Global optical networking (ON) spending versus the year-ago quarter grew decidedly for the first time in six quarters in 2Q13, according to analyst firm Ovum. Results of US$4.08 billion for 2Q13 were 29% higher than they were in 1Q13 and 7% higher than the year-ago quarter. Most significantly, annualized spending grew to US$14.9 billion.

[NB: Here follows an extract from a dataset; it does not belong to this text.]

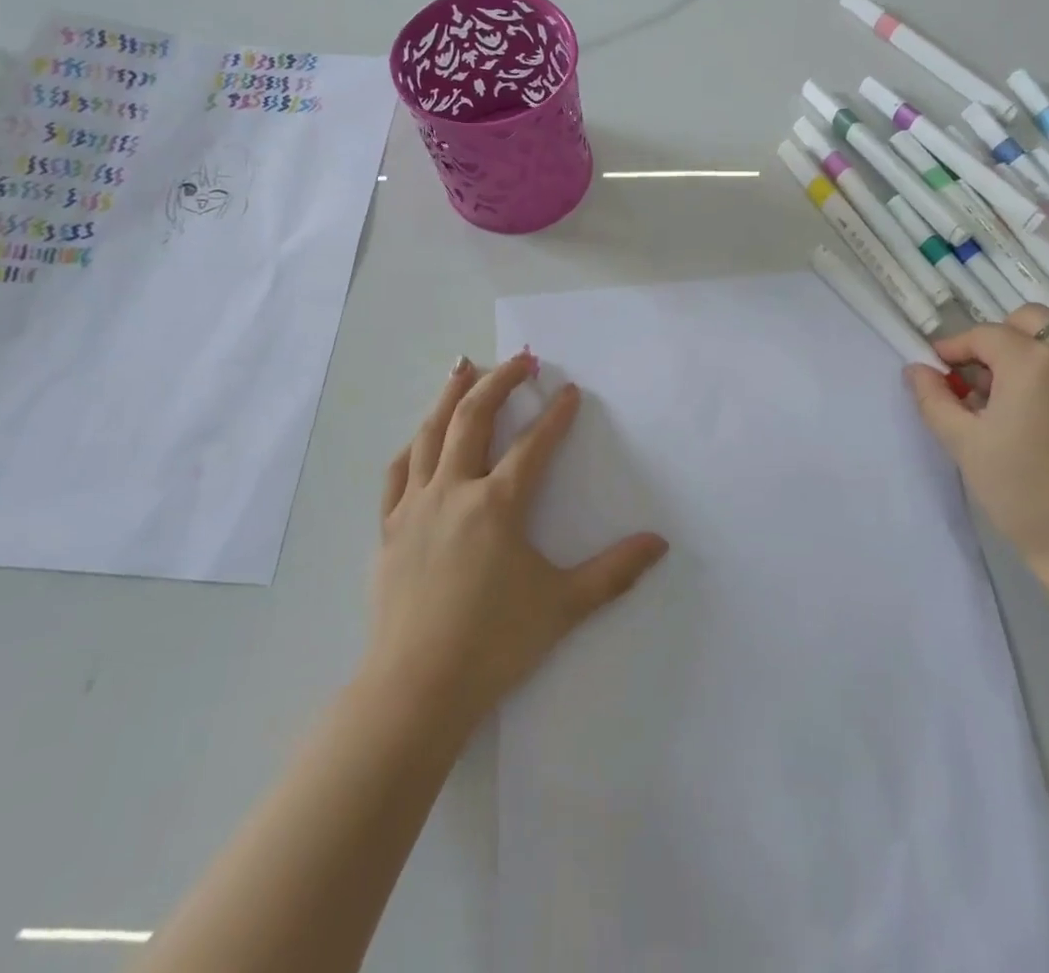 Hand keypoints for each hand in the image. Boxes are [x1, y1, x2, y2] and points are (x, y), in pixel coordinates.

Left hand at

Vendor results were strong, led by the Chinese vendors. ZTE had its strongest quarter ever, solidifying its position behind Huawei as the second-ranked ON vendor. Annualized spending in Asia-Pacific, at over US$6 billion, hit an all-time high. Demand in North America was also up significantly, benefitting Alcatel-Lucent, Cisco, Ciena, and Fujitsu. Growth in 100G remains a particular bright spot as annualized revenues exceeded US$1.6 billion for the first time ever. Ovum is forecasting modest 2% growth this year to US$14.9 billion.
In a new market share analysis, Ovum reveals that strong sales in Asia-Pacific and North America mitigated weakness in EMEA and South & Central America, propelling the industry to its best quarter since 4Q11. The global industry analyst believes the market downturn that began in 1Q12 may finally be past in all regions except Europe, which is still showing signs of sluggishness.
“We always expect an uptick going into the second calendar quarter," said Ron Kline, network infrastructure analyst at Ovum. "However, sales of over US$4bn help dispel some of the fear generated by the slow start in 1Q13,” . “100G revenue growth is pumping a lot of enthusiasm — and revenue — into the market and increasing the revenues for converged packet optical (CPO) and optical transport network (OTN) switching gear.”